王妃殿下のお茶会
翌日の朝、王妃宮のお針子たちが徹夜で仕上げた可愛らしいドレスが、離宮に届けられた。
庭園の散歩に出かけたくなるような、軽快な雰囲気のそれを見た途端、バシリア王女の表情が輝いた。
王女を大切に思っている侍女たちはその顔を見て陥落。
筆頭侍女は、オルバネハ侯爵に王妃殿下から贈られたドレスであることを強調し、それを着せる許可をもぎとった。
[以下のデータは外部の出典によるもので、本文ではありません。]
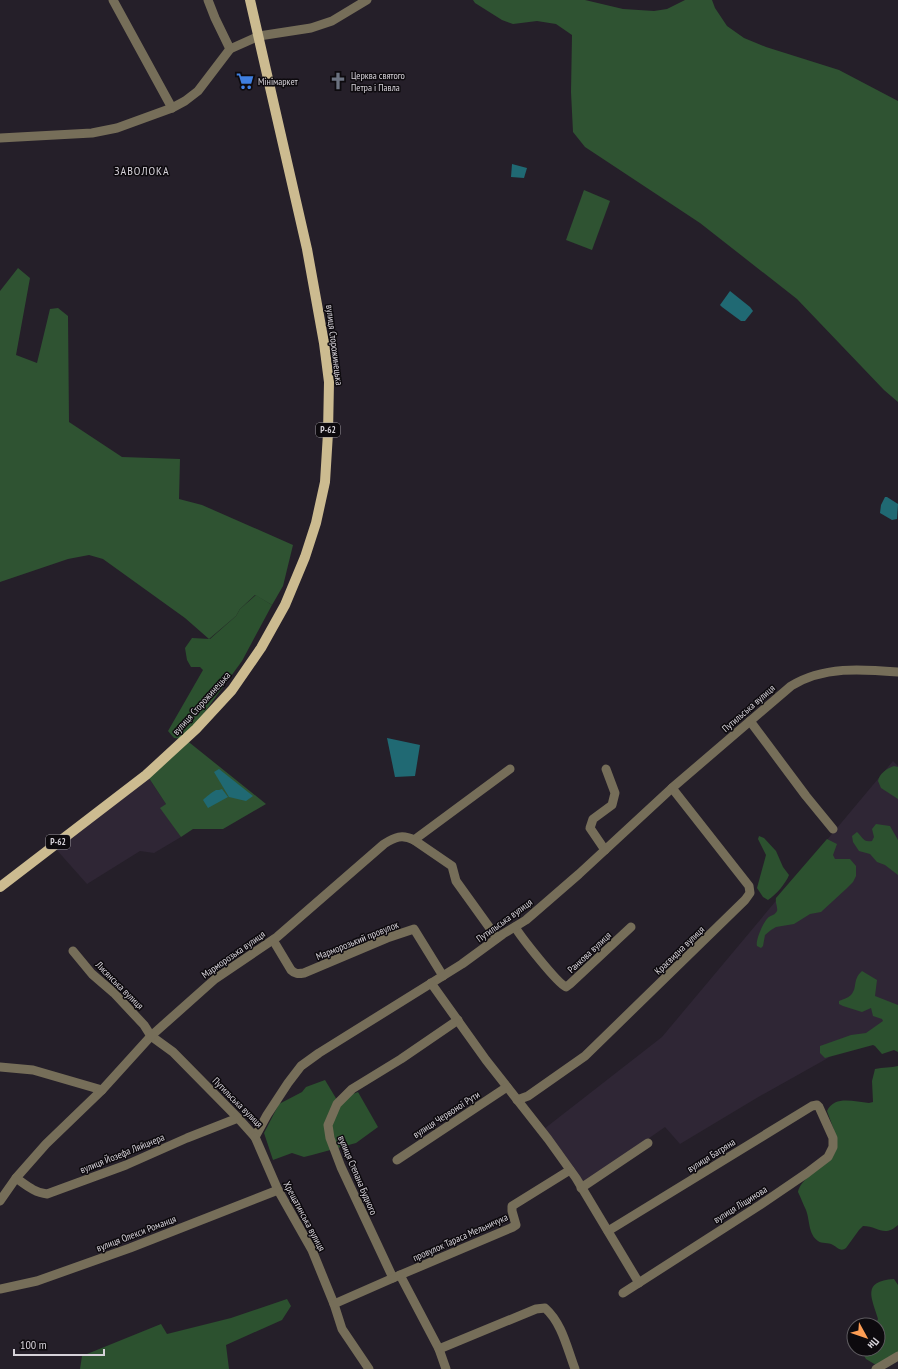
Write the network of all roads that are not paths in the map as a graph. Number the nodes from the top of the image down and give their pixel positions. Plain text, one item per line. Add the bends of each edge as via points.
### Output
1 (112, 0) edge
2 (208, 0) edge
3 (250, 0) edge
4 (367, 0) edge
5 (259, 36) junction
6 (230, 49) junction
7 (172, 108) junction
8 (0, 138) edge
9 (898, 672) edge
10 (750, 721) junction
11 (510, 769) dead end
12 (606, 769) dead end
13 (672, 788) junction
14 (833, 829) dead end
15 (414, 840) junction
16 (605, 850) junction
17 (0, 887) edge
18 (516, 927) junction
19 (631, 927) dead end
20 (497, 938) junction
21 (273, 940) junction
22 (73, 951) dead end
23 (443, 976) junction
24 (431, 983) junction
25 (458, 1020) junction
26 (151, 1036) junction
27 (0, 1067) edge
28 (507, 1087) junction
29 (102, 1090) junction
30 (517, 1100) junction
31 (822, 1114) joint
32 (238, 1118) junction
33 (255, 1137) junction
34 (648, 1143) dead end
35 (397, 1160) dead end
36 (570, 1170) junction
37 (16, 1178) junction
38 (581, 1188) junction
39 (278, 1190) junction
40 (0, 1201) edge
41 (608, 1231) junction
42 (396, 1276) junction
43 (639, 1283) junction
44 (0, 1289) edge
45 (623, 1293) dead end
46 (334, 1304) junction
47 (439, 1349) junction
48 (898, 1356) edge
49 (369, 1369) edge
50 (446, 1369) edge
51 (575, 1369) edge
52 (876, 1369) edge

1 - 7 street
2 - 6 street
3 - 5 main road, вулиця Сторожинецька / Р-62
4 - 5 street via 332,21 311,28
5 - 6 street
5 - 17 main road, вулиця Сторожинецька / Р-62 via 307,248 329,382 325,482 316,523 285,605 261,648 232,690 196,729 146,775
6 - 7 street via 198,91
7 - 8 street via 117,128 92,133
9 - 10 street, Путильська вулиця via 848,671 812,675 791,686
10 - 13 street, Путильська вулиця
10 - 14 street
11 - 15 street
12 - 16 street via 615,793 612,805 593,819 590,828
13 - 16 street, Путильська вулиця
13 - 30 street, Краєвидна вулиця via 749,886 750,893 585,1056 528,1096
15 - 20 street via 452,866 456,881
15 - 21 street, Марморозька вулиця via 408,837 394,838 384,844
16 - 18 street, Путильська вулиця
18 - 19 street, Ранкова вулиця via 524,940 566,987
18 - 20 street, Путильська вулиця
20 - 23 street, Путильська вулиця
21 - 23 street, Марморозький провулок via 291,970 304,974 414,929
21 - 26 street, Марморозька вулиця via 215,979
22 - 26 street, Лисянська вулиця via 92,974 144,1025
23 - 24 street, Путильська вулиця
24 - 25 street
24 - 33 street, Путильська вулиця via 301,1066 266,1115
25 - 28 street
25 - 42 street, вулиця Степана Будного via 352,1089 337,1104 328,1125 341,1167
26 - 29 street, Марморозька вулиця
26 - 32 street, Путильська вулиця via 173,1052
27 - 29 street via 33,1070
28 - 30 street
28 - 35 street, вулиця Червоної Рути
29 - 37 street, Марморозька вулиця via 46,1144
30 - 36 street
31 - 41 street, вулиця Багряна via 818,1106 812,1106
31 - 43 street, вулиця Ліщинова via 833,1138 833,1147 828,1157 760,1205
32 - 33 street, Путильська вулиця
32 - 37 street, вулиця Йозефа Ляйцнера via 126,1165 47,1194 36,1192
33 - 39 street, Хрещатинська вулиця
34 - 38 street
36 - 38 street
36 - 42 street, провулок Тараса Мельничука via 512,1206 516,1224 513,1227
37 - 40 street, Марморозька вулиця
38 - 41 street
39 - 44 street, вулиця Олекси Романця via 130,1248 37,1281
39 - 46 street, Хрещатинська вулиця via 312,1250
41 - 43 street
42 - 46 street, провулок Тараса Мельничука
42 - 47 street, вулиця Степана Будного
43 - 45 street, вулиця Ліщинова
46 - 49 street, Хрещатинська вулиця via 342,1329
47 - 50 street, вулиця Степана Будного
47 - 51 street via 536,1309 545,1308 558,1324
48 - 52 street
午後になり、ミリアンは植物の様子を見るため再び離宮を訪れた。
世話係と話をした後、部屋に残ったミリアンの前にバシリア王女が現れた。
「こんにちは、ミリアン」
「王女殿下、ご機嫌麗しく…」
「ミリアンはお友達だから、そんな挨拶はいいの!」
ぷくっと頬を膨らまし、王女が拗ねる。
「はい、こんにちは、王女殿下」
にっこり笑顔になった王女は、やはり可愛い。
「どうかしら?」
殿下は足首が見えるくらいの、活動的なスカートを広げて見せた。
「よく、お似合いです」
ミリアンが来たのを目ざとく見つけて、ドレスを見せに来てくれたのだ。
もともと活発な方なのだろう。
「サシェをありがとう。よく眠れたわ」
「お役に立てたなら何よりです」
少し下がって、空気に徹していたソフィにも、王女は笑顔を向けた。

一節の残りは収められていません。